Therefore, we have all sorts of problems, some of which are common to many areas, but many of which apply especially to an area as scattered as Northumberland.

The county council element of the poll tax accounts for over 80 per cent. of the charge, with a further 6.5 per cent. being attributable to the police authority. I submit that it was impossible for the county to peg its spending to the Government's recommended level. Northumberland has lost out badly in the change in the system of central Government support. If the formula had not been changed, the county would have had a standard spending assessment of about £149 million, instead of £142 million. That difference means £30 per head for community charge payers.

The Government seem to be under some misapprehension about the county's finances. The county treasurer tells me that the Government still seem to think that the county has balances of £24 million, earning interest of £4 million, whereas its balances amount to only £11 million, earning interest of £2 million. In setting its budget, the county council had to allow for care in the community and for highway maintenance. The county's roads have been described by the district auditor as having deteriorated relative to the national position and therefore need greater expenditure. It has also had to cater for property maintenance. The Audit Commission said that budget provision for maintenance needed to be increased. So there were several reasons why it had to make additional provision.

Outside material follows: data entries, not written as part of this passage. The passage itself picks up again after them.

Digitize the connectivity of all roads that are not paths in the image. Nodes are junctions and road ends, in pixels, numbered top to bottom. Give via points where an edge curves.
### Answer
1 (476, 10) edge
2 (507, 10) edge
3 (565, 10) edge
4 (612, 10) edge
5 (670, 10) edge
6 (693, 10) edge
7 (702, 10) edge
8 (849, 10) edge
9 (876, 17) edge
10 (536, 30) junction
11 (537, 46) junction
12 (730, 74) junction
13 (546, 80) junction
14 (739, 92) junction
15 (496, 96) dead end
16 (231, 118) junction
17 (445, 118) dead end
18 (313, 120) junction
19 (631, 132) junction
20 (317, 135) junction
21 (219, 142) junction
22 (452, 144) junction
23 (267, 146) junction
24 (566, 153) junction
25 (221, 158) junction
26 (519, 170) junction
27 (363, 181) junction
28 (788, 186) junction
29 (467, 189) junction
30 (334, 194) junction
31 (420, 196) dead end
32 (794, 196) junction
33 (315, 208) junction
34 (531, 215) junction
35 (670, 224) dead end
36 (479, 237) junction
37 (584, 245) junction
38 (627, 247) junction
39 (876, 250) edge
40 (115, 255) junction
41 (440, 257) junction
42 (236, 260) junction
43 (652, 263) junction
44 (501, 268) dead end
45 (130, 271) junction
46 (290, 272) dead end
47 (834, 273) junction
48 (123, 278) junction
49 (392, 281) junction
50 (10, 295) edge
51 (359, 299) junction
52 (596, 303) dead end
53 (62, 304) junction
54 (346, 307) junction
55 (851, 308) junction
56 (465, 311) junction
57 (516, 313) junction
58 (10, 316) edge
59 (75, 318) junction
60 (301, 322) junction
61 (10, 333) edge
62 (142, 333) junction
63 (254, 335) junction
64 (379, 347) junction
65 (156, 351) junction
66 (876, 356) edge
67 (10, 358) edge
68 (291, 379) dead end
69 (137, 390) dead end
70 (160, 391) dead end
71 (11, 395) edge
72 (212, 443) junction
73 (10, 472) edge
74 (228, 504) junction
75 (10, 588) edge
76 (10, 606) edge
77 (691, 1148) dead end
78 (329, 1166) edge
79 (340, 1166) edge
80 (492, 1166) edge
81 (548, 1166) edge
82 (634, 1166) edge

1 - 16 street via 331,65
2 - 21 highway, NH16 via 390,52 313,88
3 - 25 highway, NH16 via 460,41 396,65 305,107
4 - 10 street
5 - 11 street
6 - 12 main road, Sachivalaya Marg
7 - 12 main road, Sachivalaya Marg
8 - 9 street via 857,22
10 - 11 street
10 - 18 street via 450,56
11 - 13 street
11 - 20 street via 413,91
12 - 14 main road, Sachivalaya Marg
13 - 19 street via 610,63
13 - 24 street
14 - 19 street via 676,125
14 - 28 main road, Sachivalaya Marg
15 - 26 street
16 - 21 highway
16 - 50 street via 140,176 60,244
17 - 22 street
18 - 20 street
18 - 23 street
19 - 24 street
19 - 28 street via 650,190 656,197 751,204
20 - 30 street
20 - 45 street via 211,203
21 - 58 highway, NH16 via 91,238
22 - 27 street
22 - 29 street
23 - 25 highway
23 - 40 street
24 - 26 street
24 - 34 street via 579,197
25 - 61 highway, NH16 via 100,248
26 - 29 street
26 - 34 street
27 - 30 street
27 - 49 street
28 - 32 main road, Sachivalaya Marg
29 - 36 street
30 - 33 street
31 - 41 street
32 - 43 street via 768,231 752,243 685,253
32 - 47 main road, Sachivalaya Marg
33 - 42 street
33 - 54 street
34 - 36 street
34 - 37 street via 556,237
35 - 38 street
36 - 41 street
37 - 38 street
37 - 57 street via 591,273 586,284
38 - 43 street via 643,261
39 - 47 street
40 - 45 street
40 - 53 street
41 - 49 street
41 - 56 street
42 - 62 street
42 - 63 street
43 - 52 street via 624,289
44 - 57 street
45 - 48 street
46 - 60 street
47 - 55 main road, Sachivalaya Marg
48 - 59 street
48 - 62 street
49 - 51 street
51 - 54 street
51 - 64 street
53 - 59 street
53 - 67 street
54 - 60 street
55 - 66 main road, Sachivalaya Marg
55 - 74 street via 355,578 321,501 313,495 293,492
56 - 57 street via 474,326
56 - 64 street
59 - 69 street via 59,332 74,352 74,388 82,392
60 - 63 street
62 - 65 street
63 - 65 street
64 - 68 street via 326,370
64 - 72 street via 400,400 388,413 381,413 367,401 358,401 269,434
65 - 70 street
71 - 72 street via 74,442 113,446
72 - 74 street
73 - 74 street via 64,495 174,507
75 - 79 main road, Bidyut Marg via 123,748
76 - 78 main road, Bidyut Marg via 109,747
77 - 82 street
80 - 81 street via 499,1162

Liberal Democrats on the county council argued that it would be possible for the county to set a somewhat smaller budget and, therefore, levy a lower community charge. They put forward proposals which would have reduced the county precept by about £20 a head. Before the Minister gets too excited and says that it is all the fault of the Labour-controlled county council, he must take into account the fact that the Conservatives on the county council did not agree with us. They took the view that the budget should be reduced by only about £60,000, which would have reduced the charge by less than 50p a head. I make that point not to enter into a party-political wrangle, but simply to show that no party believed that there was scope to come anywhere near the Government's recommended level for the community charge. The party that came nearest to it was my own. Even then, it achieved only a £20 reduction, mainly by proposing to withdraw from the budget items that were not likely to be completed in the current financial year, for which budgetary provision was inappropriate.

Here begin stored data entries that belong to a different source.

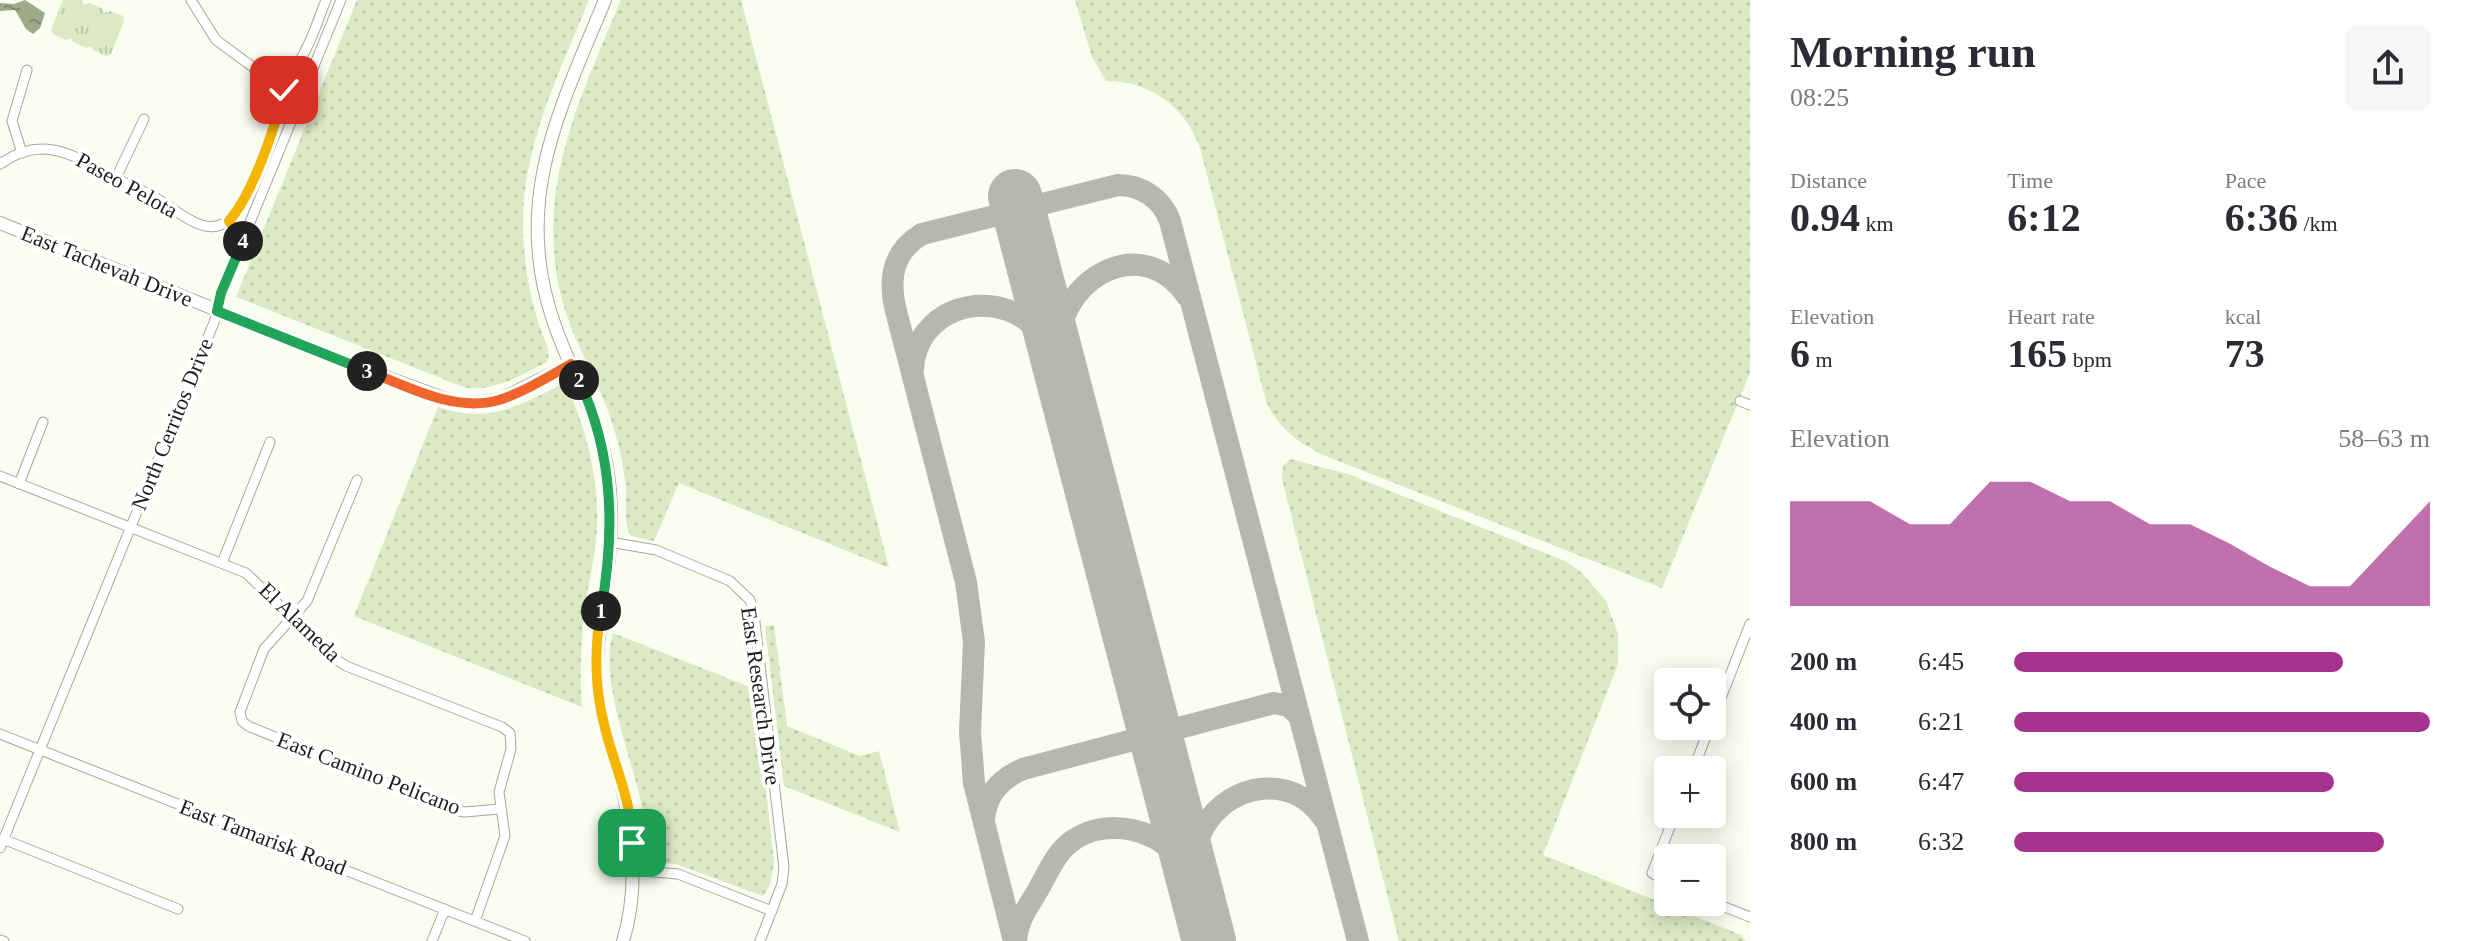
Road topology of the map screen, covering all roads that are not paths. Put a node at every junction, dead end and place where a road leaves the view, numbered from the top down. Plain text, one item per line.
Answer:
1 (191, 0) edge
2 (326, 0) edge
3 (341, 0) edge
4 (605, 0) edge
5 (27, 70) dead end
6 (284, 90) junction
7 (144, 119) dead end
8 (22, 153) junction
9 (0, 164) edge
10 (116, 178) junction
11 (229, 221) junction
12 (0, 223) edge
13 (243, 240) junction
14 (217, 311) junction
15 (571, 364) junction
16 (1740, 401) dead end
17 (1750, 405) edge
18 (43, 422) dead end
19 (270, 442) dead end
20 (0, 476) edge
21 (357, 480) dead end
22 (19, 484) junction
23 (131, 528) junction
24 (610, 542) junction
25 (222, 563) junction
26 (292, 618) junction
27 (1750, 624) edge
28 (1726, 685) edge
29 (0, 734) edge
30 (40, 749) junction
31 (499, 809) junction
32 (2, 844) edge
33 (631, 870) junction
34 (1726, 908) edge
35 (178, 909) dead end
36 (445, 909) junction
37 (772, 911) junction
38 (1750, 917) edge
39 (475, 921) junction
40 (432, 941) edge
41 (525, 941) edge
42 (623, 941) edge
43 (760, 941) edge

1 - 6 street
2 - 6 street
3 - 13 street, North Cerritos Drive
4 - 15 street
5 - 8 street
6 - 11 street
7 - 10 street
8 - 9 street, Paseo Pelota
8 - 10 street, Paseo Pelota
10 - 11 street, Paseo Pelota
11 - 13 street
12 - 14 street, East Tachevah Drive
13 - 14 street, North Cerritos Drive
14 - 15 street, East Tachevah Drive
14 - 23 street, North Cerritos Drive
15 - 24 street
16 - 17 street
18 - 22 street
19 - 25 street
20 - 22 street, El Alameda
21 - 26 street
22 - 23 street, El Alameda
23 - 25 street, El Alameda
23 - 30 street, North Cerritos Drive
24 - 33 street
24 - 37 street, East Research Drive
25 - 26 street, El Alameda
26 - 31 street, El Alameda
26 - 31 street, East Camino Pelicano
27 - 28 street
29 - 30 street, East Tamarisk Road
30 - 32 street, North Cerritos Drive
30 - 36 street, East Tamarisk Road
31 - 39 street
32 - 35 street
33 - 37 street
33 - 42 street
34 - 38 street
36 - 39 street, East Tamarisk Road
36 - 40 street
37 - 43 street, East Research Drive
39 - 41 street, East Tamarisk Road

So much of the community charge is accounted for by the county precept that the boroughs and districts can do little to affect the level of charge in their areas. But they, too, have been affected by changes in the system of calculation. The borough of Berwick-upon-Tweed has complained that its SSA is inexplicable compared with similar authorities. It made the comparison, for example, with Teesdale, which is similar in size and population. The two authorities have among the smallest populations in the country. Both serve large, rural areas with scattered populations. But they have different levels of community charge, which arise almost entirely from different SSAs, for which there is no clear, understandable explanation.

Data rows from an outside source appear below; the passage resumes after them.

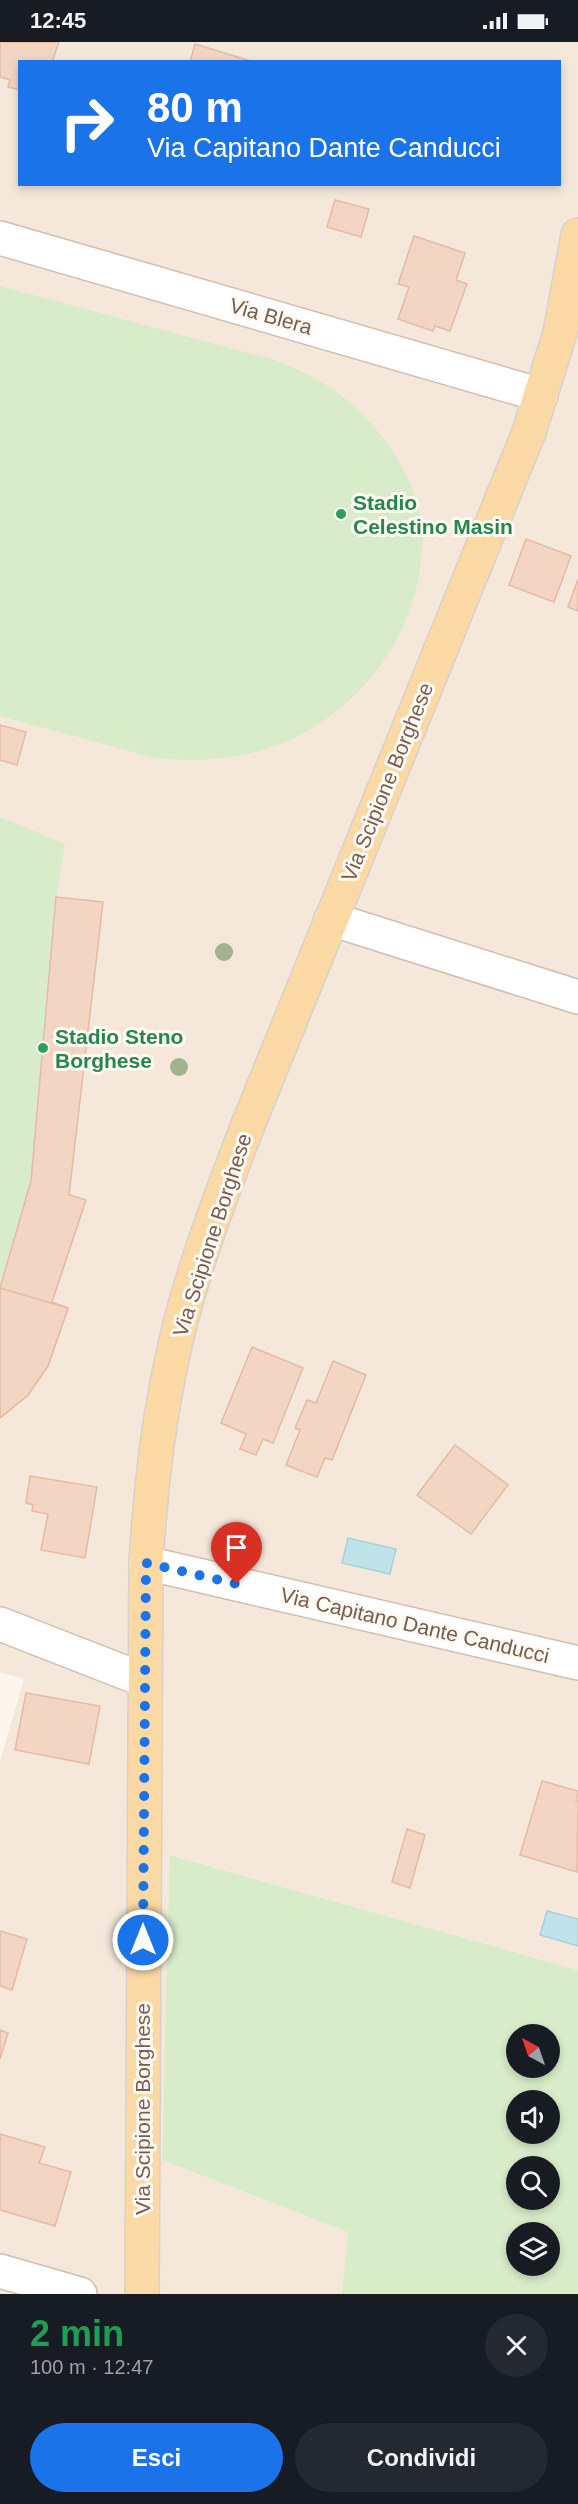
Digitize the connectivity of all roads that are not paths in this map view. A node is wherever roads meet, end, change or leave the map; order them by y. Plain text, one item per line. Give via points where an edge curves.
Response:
1 (578, 235) edge
2 (0, 238) edge
3 (578, 239) edge
4 (541, 395) junction
5 (331, 919) junction
6 (578, 997) edge
7 (146, 1563) junction
8 (0, 1624) edge
9 (578, 1663) edge
10 (144, 1680) junction
11 (0, 2271) edge
12 (80, 2294) edge
13 (142, 2294) edge

1 - 3 main road, Via Scipione Borghese
2 - 4 street, Via Blera
3 - 4 main road, Via Scipione Borghese via 560,333
4 - 5 main road, Via Scipione Borghese via 501,503
5 - 6 street
5 - 7 main road, Via Scipione Borghese via 224,1186 191,1285 161,1418
7 - 9 street, Via Capitano Dante Canducci
7 - 10 main road, Via Scipione Borghese
8 - 10 street
10 - 13 main road, Via Scipione Borghese
11 - 12 street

Alnwick district council complains that the real rate of inflation is simply not recognised in the figures. After the county precept, that is the reason why poll tax levels in those two districts are £321 and £342 respectively—each just over £70 above the Government figure. It means that anyone lucky enough to obtain transitional relief does not receive relief on the £70.

In Berwick and Alnwick many people are on wages just above the rebate maximum. Therefore, many families face increases of hundreds of pounds in their liability. I am talking about families whose incomes are just above rebate levels. They are on genuinely low incomes and cannot meet such increases. They do not know where they will find the money to pay. Many couples will be over £5 a week worse off than before the poll tax in the first year, with worse to come in future years as transitional relief and safety net provisions are removed.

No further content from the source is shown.